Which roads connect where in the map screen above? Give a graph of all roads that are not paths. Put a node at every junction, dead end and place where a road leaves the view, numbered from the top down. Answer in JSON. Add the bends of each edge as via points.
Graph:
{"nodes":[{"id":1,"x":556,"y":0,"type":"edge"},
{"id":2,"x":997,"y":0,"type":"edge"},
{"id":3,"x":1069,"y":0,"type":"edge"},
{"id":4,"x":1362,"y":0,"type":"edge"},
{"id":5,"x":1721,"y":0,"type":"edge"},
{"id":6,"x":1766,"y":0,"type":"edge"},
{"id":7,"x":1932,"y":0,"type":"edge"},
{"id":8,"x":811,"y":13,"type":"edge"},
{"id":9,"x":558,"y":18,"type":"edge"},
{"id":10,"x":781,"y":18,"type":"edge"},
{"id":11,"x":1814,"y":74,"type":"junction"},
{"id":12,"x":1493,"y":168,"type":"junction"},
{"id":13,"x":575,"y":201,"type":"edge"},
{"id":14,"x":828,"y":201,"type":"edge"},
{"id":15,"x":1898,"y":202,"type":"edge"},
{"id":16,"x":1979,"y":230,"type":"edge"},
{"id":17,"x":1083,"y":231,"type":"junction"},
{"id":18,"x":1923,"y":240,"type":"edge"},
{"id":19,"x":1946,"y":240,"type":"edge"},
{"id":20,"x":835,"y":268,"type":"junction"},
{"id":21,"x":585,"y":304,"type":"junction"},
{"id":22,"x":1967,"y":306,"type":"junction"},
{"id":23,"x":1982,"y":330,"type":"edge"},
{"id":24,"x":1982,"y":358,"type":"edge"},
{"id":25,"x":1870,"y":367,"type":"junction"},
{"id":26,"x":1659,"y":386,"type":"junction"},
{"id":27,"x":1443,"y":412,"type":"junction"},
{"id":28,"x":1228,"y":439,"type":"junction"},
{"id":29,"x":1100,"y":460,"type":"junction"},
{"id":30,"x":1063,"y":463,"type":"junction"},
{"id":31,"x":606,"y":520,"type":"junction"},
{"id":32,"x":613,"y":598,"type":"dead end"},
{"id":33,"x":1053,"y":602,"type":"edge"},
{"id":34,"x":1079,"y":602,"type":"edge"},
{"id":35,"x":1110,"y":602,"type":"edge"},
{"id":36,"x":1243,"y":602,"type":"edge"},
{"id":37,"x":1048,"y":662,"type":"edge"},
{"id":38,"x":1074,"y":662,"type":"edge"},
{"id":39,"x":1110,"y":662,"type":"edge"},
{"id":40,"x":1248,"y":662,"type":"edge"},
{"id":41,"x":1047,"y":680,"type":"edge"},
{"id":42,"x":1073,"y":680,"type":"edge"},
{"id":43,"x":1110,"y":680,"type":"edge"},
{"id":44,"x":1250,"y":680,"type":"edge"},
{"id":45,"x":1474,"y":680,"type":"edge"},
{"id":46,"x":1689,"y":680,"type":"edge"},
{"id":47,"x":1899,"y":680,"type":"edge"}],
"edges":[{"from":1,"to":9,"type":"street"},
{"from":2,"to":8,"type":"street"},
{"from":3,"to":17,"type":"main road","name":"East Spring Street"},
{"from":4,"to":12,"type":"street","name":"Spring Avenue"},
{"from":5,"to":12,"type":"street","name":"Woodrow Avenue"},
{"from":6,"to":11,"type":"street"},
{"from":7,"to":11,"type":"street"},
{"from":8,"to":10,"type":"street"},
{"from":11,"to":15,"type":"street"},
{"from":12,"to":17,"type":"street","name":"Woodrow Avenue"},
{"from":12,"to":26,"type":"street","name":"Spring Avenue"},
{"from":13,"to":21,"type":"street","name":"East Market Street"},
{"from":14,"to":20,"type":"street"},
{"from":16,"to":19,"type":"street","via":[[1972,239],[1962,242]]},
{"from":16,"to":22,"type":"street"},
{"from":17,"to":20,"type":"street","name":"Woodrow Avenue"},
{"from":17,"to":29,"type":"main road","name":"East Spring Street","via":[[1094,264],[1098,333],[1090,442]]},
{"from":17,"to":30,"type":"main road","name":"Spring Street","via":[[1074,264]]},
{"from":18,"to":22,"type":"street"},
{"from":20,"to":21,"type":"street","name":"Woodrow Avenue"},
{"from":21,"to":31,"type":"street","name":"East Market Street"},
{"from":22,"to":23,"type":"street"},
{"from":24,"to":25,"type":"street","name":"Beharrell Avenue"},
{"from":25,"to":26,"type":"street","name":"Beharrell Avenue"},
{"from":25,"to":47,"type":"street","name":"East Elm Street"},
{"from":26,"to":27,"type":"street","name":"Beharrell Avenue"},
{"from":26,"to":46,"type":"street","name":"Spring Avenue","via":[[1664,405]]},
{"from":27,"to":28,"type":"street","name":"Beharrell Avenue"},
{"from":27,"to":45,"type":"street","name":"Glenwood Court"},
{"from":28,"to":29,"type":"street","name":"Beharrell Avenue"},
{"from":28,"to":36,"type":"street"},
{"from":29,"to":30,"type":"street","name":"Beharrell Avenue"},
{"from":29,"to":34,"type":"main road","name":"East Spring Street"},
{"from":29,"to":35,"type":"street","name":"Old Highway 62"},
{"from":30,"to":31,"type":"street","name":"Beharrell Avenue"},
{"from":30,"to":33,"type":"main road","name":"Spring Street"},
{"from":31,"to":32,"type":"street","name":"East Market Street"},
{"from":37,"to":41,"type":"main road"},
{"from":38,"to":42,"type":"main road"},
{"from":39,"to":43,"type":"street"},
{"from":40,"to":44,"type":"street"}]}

####

Your goal: Repeat the listing exactly, leaving nothing out.

Task result:
Which roads connect where in the map screen above? Give a graph of all roads that are not paths. Put a node at every junction, dead end and place where a road leaves the view, numbered from the top down. Answer in JSON. Add the bends of each edge as via points.
Graph:
{"nodes":[{"id":1,"x":556,"y":0,"type":"edge"},
{"id":2,"x":997,"y":0,"type":"edge"},
{"id":3,"x":1069,"y":0,"type":"edge"},
{"id":4,"x":1362,"y":0,"type":"edge"},
{"id":5,"x":1721,"y":0,"type":"edge"},
{"id":6,"x":1766,"y":0,"type":"edge"},
{"id":7,"x":1932,"y":0,"type":"edge"},
{"id":8,"x":811,"y":13,"type":"edge"},
{"id":9,"x":558,"y":18,"type":"edge"},
{"id":10,"x":781,"y":18,"type":"edge"},
{"id":11,"x":1814,"y":74,"type":"junction"},
{"id":12,"x":1493,"y":168,"type":"junction"},
{"id":13,"x":575,"y":201,"type":"edge"},
{"id":14,"x":828,"y":201,"type":"edge"},
{"id":15,"x":1898,"y":202,"type":"edge"},
{"id":16,"x":1979,"y":230,"type":"edge"},
{"id":17,"x":1083,"y":231,"type":"junction"},
{"id":18,"x":1923,"y":240,"type":"edge"},
{"id":19,"x":1946,"y":240,"type":"edge"},
{"id":20,"x":835,"y":268,"type":"junction"},
{"id":21,"x":585,"y":304,"type":"junction"},
{"id":22,"x":1967,"y":306,"type":"junction"},
{"id":23,"x":1982,"y":330,"type":"edge"},
{"id":24,"x":1982,"y":358,"type":"edge"},
{"id":25,"x":1870,"y":367,"type":"junction"},
{"id":26,"x":1659,"y":386,"type":"junction"},
{"id":27,"x":1443,"y":412,"type":"junction"},
{"id":28,"x":1228,"y":439,"type":"junction"},
{"id":29,"x":1100,"y":460,"type":"junction"},
{"id":30,"x":1063,"y":463,"type":"junction"},
{"id":31,"x":606,"y":520,"type":"junction"},
{"id":32,"x":613,"y":598,"type":"dead end"},
{"id":33,"x":1053,"y":602,"type":"edge"},
{"id":34,"x":1079,"y":602,"type":"edge"},
{"id":35,"x":1110,"y":602,"type":"edge"},
{"id":36,"x":1243,"y":602,"type":"edge"},
{"id":37,"x":1048,"y":662,"type":"edge"},
{"id":38,"x":1074,"y":662,"type":"edge"},
{"id":39,"x":1110,"y":662,"type":"edge"},
{"id":40,"x":1248,"y":662,"type":"edge"},
{"id":41,"x":1047,"y":680,"type":"edge"},
{"id":42,"x":1073,"y":680,"type":"edge"},
{"id":43,"x":1110,"y":680,"type":"edge"},
{"id":44,"x":1250,"y":680,"type":"edge"},
{"id":45,"x":1474,"y":680,"type":"edge"},
{"id":46,"x":1689,"y":680,"type":"edge"},
{"id":47,"x":1899,"y":680,"type":"edge"}],
"edges":[{"from":1,"to":9,"type":"street"},
{"from":2,"to":8,"type":"street"},
{"from":3,"to":17,"type":"main road","name":"East Spring Street"},
{"from":4,"to":12,"type":"street","name":"Spring Avenue"},
{"from":5,"to":12,"type":"street","name":"Woodrow Avenue"},
{"from":6,"to":11,"type":"street"},
{"from":7,"to":11,"type":"street"},
{"from":8,"to":10,"type":"street"},
{"from":11,"to":15,"type":"street"},
{"from":12,"to":17,"type":"street","name":"Woodrow Avenue"},
{"from":12,"to":26,"type":"street","name":"Spring Avenue"},
{"from":13,"to":21,"type":"street","name":"East Market Street"},
{"from":14,"to":20,"type":"street"},
{"from":16,"to":19,"type":"street","via":[[1972,239],[1962,242]]},
{"from":16,"to":22,"type":"street"},
{"from":17,"to":20,"type":"street","name":"Woodrow Avenue"},
{"from":17,"to":29,"type":"main road","name":"East Spring Street","via":[[1094,264],[1098,333],[1090,442]]},
{"from":17,"to":30,"type":"main road","name":"Spring Street","via":[[1074,264]]},
{"from":18,"to":22,"type":"street"},
{"from":20,"to":21,"type":"street","name":"Woodrow Avenue"},
{"from":21,"to":31,"type":"street","name":"East Market Street"},
{"from":22,"to":23,"type":"street"},
{"from":24,"to":25,"type":"street","name":"Beharrell Avenue"},
{"from":25,"to":26,"type":"street","name":"Beharrell Avenue"},
{"from":25,"to":47,"type":"street","name":"East Elm Street"},
{"from":26,"to":27,"type":"street","name":"Beharrell Avenue"},
{"from":26,"to":46,"type":"street","name":"Spring Avenue","via":[[1664,405]]},
{"from":27,"to":28,"type":"street","name":"Beharrell Avenue"},
{"from":27,"to":45,"type":"street","name":"Glenwood Court"},
{"from":28,"to":29,"type":"street","name":"Beharrell Avenue"},
{"from":28,"to":36,"type":"street"},
{"from":29,"to":30,"type":"street","name":"Beharrell Avenue"},
{"from":29,"to":34,"type":"main road","name":"East Spring Street"},
{"from":29,"to":35,"type":"street","name":"Old Highway 62"},
{"from":30,"to":31,"type":"street","name":"Beharrell Avenue"},
{"from":30,"to":33,"type":"main road","name":"Spring Street"},
{"from":31,"to":32,"type":"street","name":"East Market Street"},
{"from":37,"to":41,"type":"main road"},
{"from":38,"to":42,"type":"main road"},
{"from":39,"to":43,"type":"street"},
{"from":40,"to":44,"type":"street"}]}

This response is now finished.